#### WHAT YOU NEED TO DO
With the pictures left out, output the records below exactly.

[DATA FOR THE TASK]

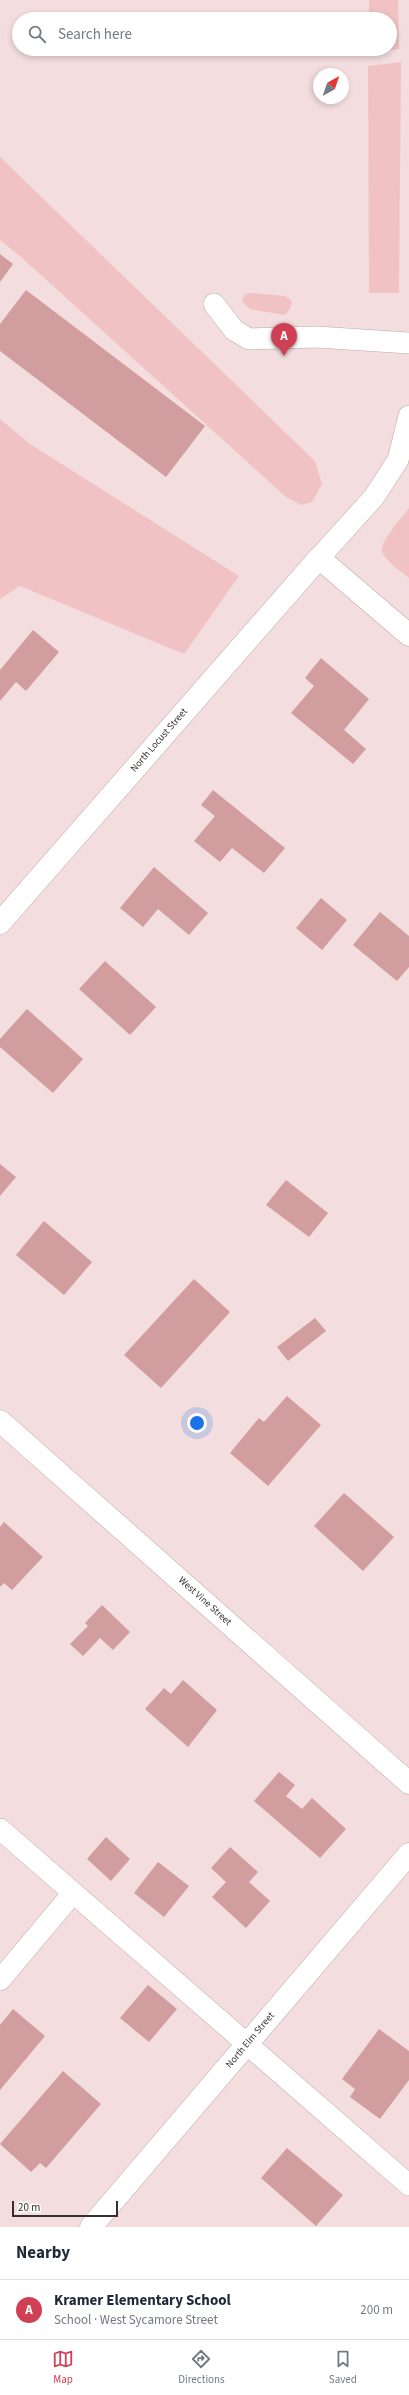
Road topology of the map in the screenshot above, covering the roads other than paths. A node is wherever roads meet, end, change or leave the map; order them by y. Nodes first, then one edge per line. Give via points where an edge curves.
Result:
1 (214, 304) dead end
2 (409, 343) edge
3 (409, 416) edge
4 (319, 558) junction
5 (409, 635) edge
6 (0, 924) edge
7 (0, 1421) edge
8 (409, 1783) edge
9 (0, 1829) edge
10 (409, 1854) edge
11 (73, 1893) junction
12 (0, 1980) edge
13 (246, 2045) junction
14 (409, 2185) edge
15 (91, 2227) edge

1 - 2 lane via 234,330 249,339 317,337
3 - 4 lane via 398,460 374,497
4 - 5 street
4 - 6 street, North Locust Street
7 - 8 street, West Vine Street
9 - 11 lane
10 - 13 street, North Elm Street
11 - 12 lane
11 - 13 lane
13 - 14 lane
13 - 15 street, North Elm Street

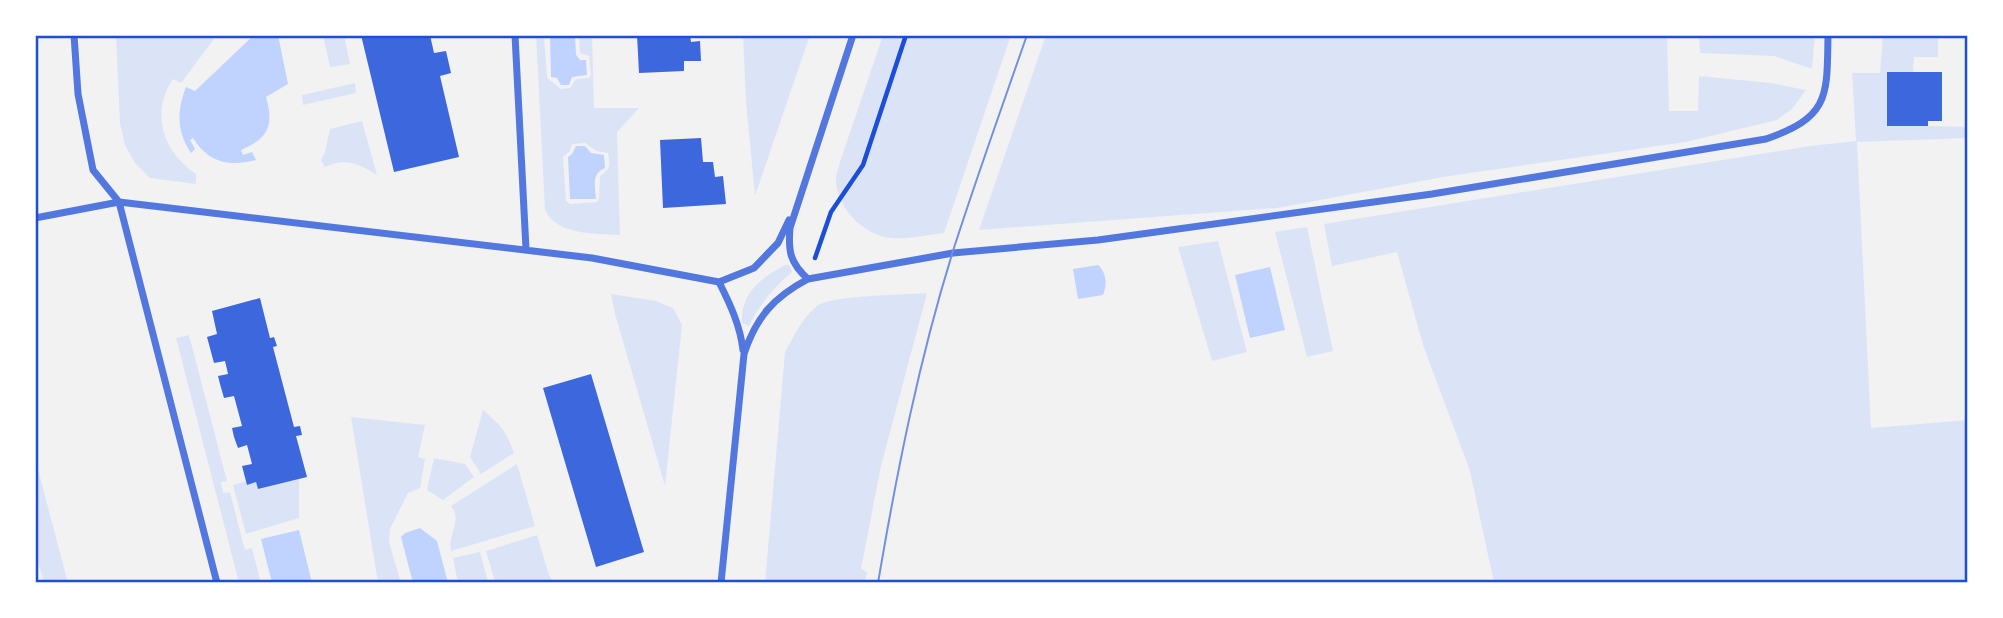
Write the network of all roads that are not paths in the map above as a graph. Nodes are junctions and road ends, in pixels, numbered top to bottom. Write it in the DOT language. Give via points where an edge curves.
graph roads {
  1 [pos="74,35"];
  2 [pos="515,35"];
  3 [pos="853,35"];
  4 [pos="1828,35"];
  5 [pos="798,201"];
  6 [pos="119,202"];
  7 [pos="35,218"];
  8 [pos="526,249"];
  9 [pos="808,279"];
  10 [pos="719,282"];
  11 [pos="744,354"];
  12 [pos="217,583"];
  13 [pos="722,583"];
  1 -- 6 [label="street" via="78,94 93,170"];
  2 -- 8 [label="street"];
  3 -- 5 [label="street"];
  4 -- 9 [label="street" via="1822,101 1812,116 1792,130 1766,139 1432,194 1098,240 953,253"];
  5 -- 9 [label="street" via="788,248 797,269"];
  5 -- 10 [label="street" via="778,243 754,268"];
  6 -- 7 [label="street"];
  6 -- 8 [label="street"];
  6 -- 12 [label="street"];
  8 -- 10 [label="street"];
  9 -- 11 [label="street" via="788,289 762,314"];
  10 -- 11 [label="street" via="741,332"];
  11 -- 13 [label="street"];
}
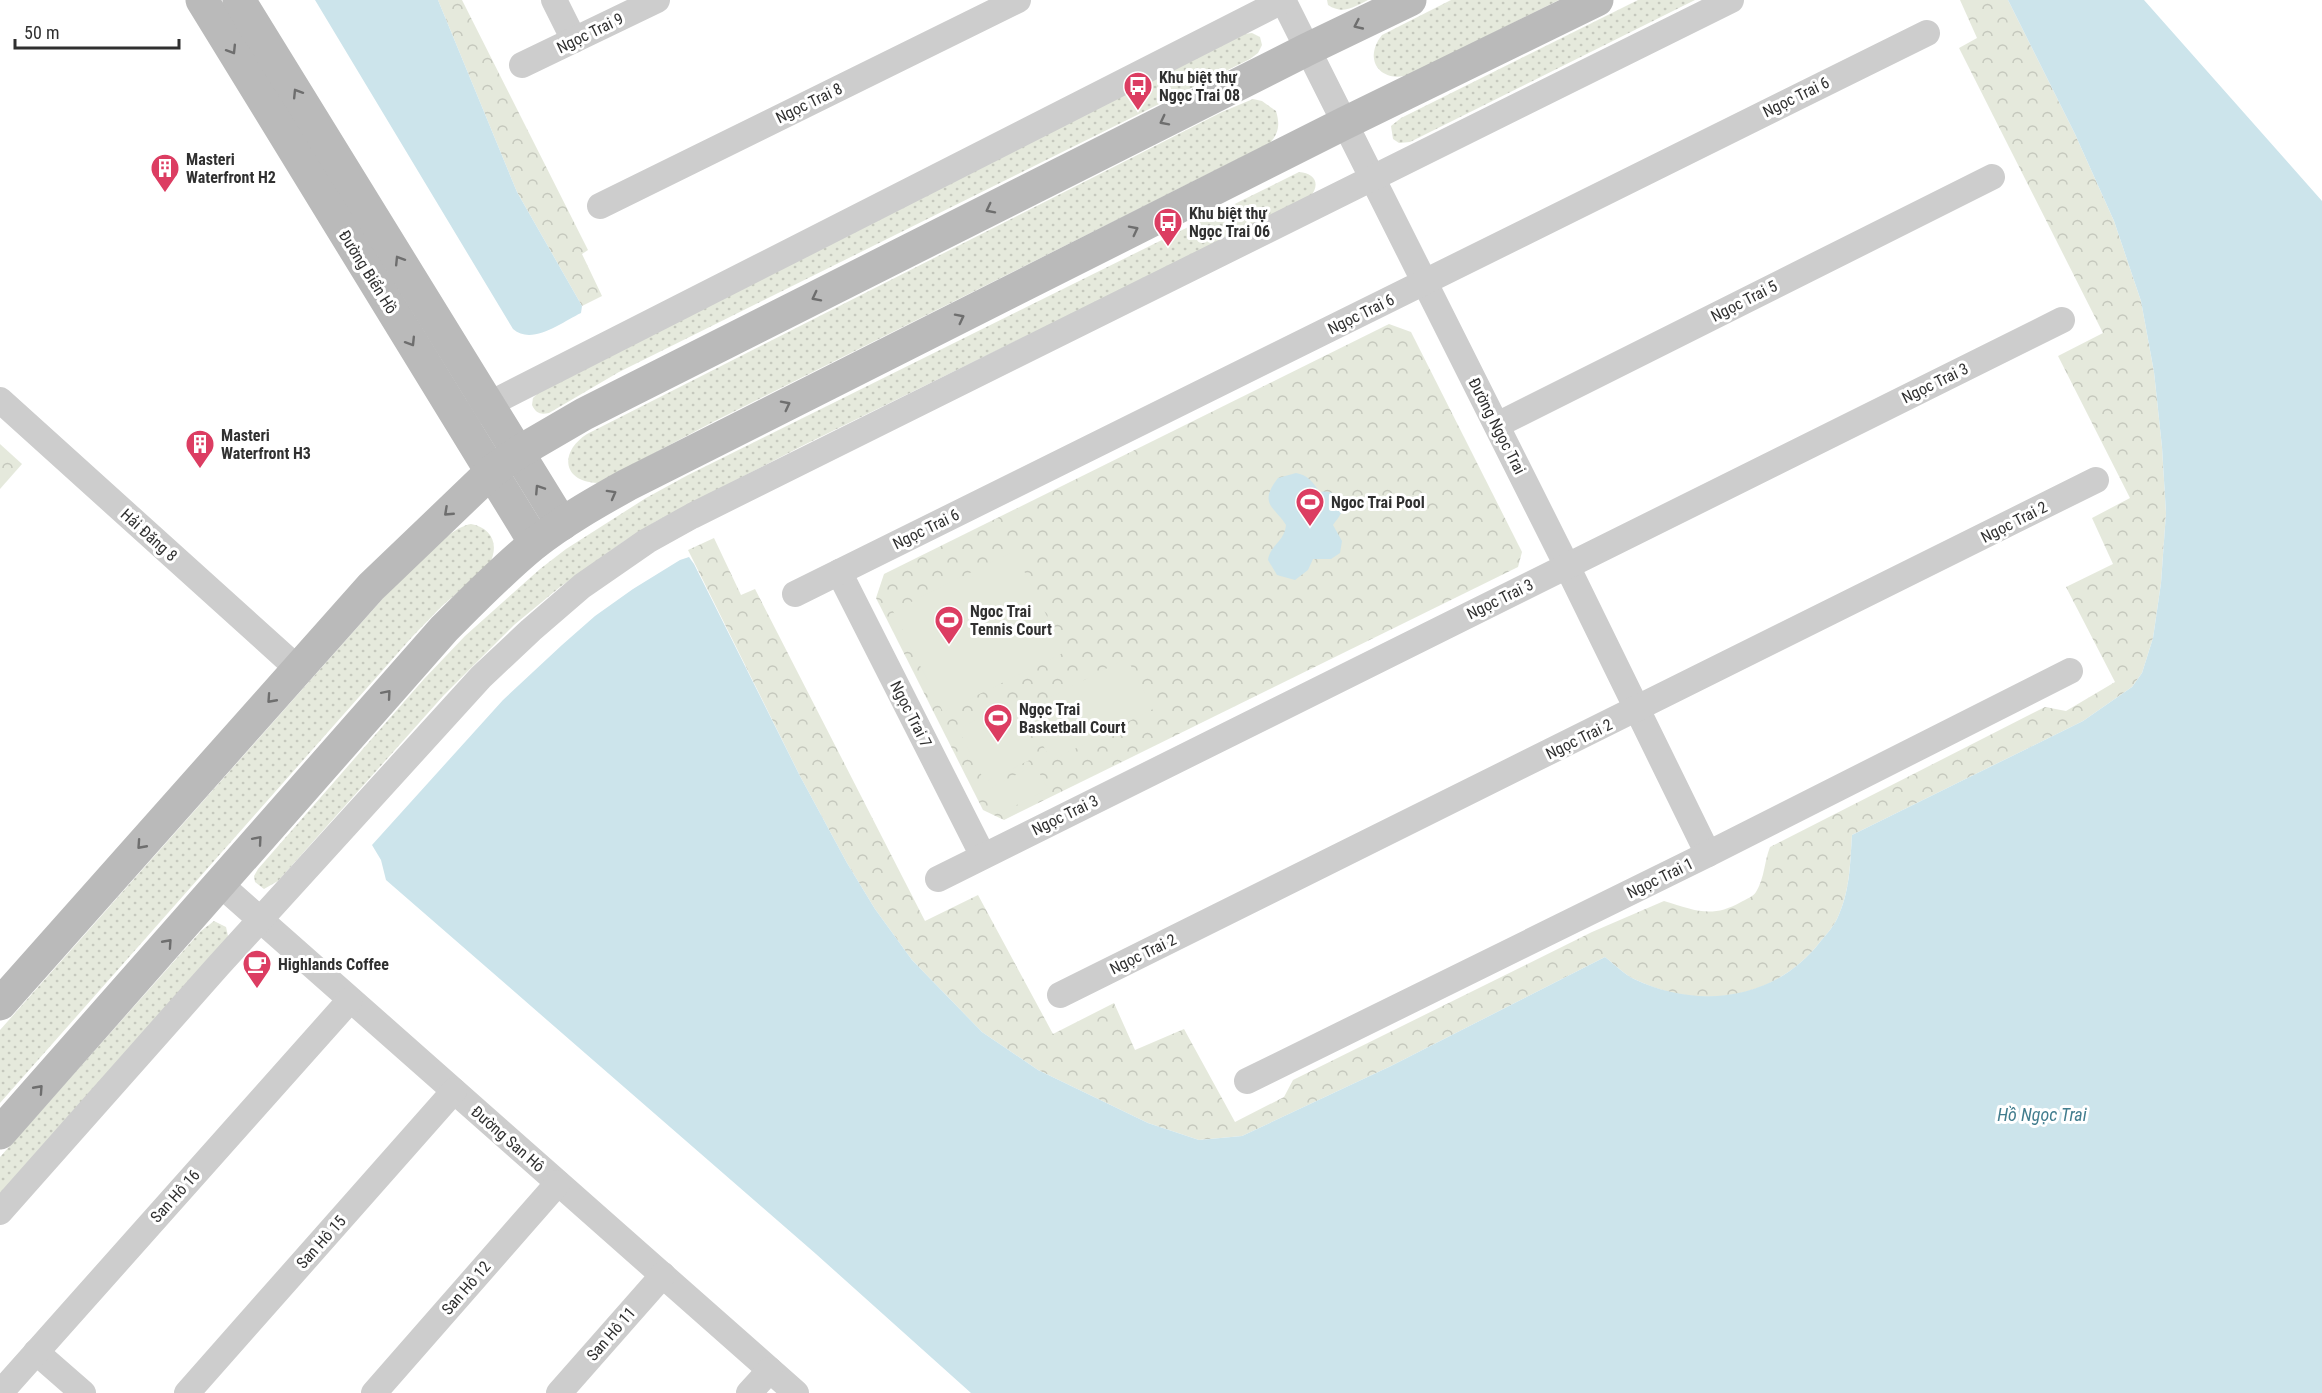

[/DATA FOR THE TASK]

#### SOLUTION TO THIS EXERCISE
Road topology of the map in the screenshot above, covering the roads other than paths. A node is wherever roads meet, end, change or leave the map; order them by y. Nodes first, then one edge per line. Give via points where an edge curves.
Result:
1 (214, 304) dead end
2 (409, 343) edge
3 (409, 416) edge
4 (319, 558) junction
5 (409, 635) edge
6 (0, 924) edge
7 (0, 1421) edge
8 (409, 1783) edge
9 (0, 1829) edge
10 (409, 1854) edge
11 (73, 1893) junction
12 (0, 1980) edge
13 (246, 2045) junction
14 (409, 2185) edge
15 (91, 2227) edge

1 - 2 lane via 234,330 249,339 317,337
3 - 4 lane via 398,460 374,497
4 - 5 street
4 - 6 street, North Locust Street
7 - 8 street, West Vine Street
9 - 11 lane
10 - 13 street, North Elm Street
11 - 12 lane
11 - 13 lane
13 - 14 lane
13 - 15 street, North Elm Street

Write the network of all roads that are not paths in the map above as a graph. Nodes are junctions and road ends, in pixels, numbered top to bottom. Write it in the DOT language. Give via points where an edge curves.
graph roads {
  1 [pos="74,35"];
  2 [pos="515,35"];
  3 [pos="853,35"];
  4 [pos="1828,35"];
  5 [pos="798,201"];
  6 [pos="119,202"];
  7 [pos="35,218"];
  8 [pos="526,249"];
  9 [pos="808,279"];
  10 [pos="719,282"];
  11 [pos="744,354"];
  12 [pos="217,583"];
  13 [pos="722,583"];
  1 -- 6 [label="street" via="78,94 93,170"];
  2 -- 8 [label="street"];
  3 -- 5 [label="street"];
  4 -- 9 [label="street" via="1822,101 1812,116 1792,130 1766,139 1432,194 1098,240 953,253"];
  5 -- 9 [label="street" via="788,248 797,269"];
  5 -- 10 [label="street" via="778,243 754,268"];
  6 -- 7 [label="street"];
  6 -- 8 [label="street"];
  6 -- 12 [label="street"];
  8 -- 10 [label="street"];
  9 -- 11 [label="street" via="788,289 762,314"];
  10 -- 11 [label="street" via="741,332"];
  11 -- 13 [label="street"];
}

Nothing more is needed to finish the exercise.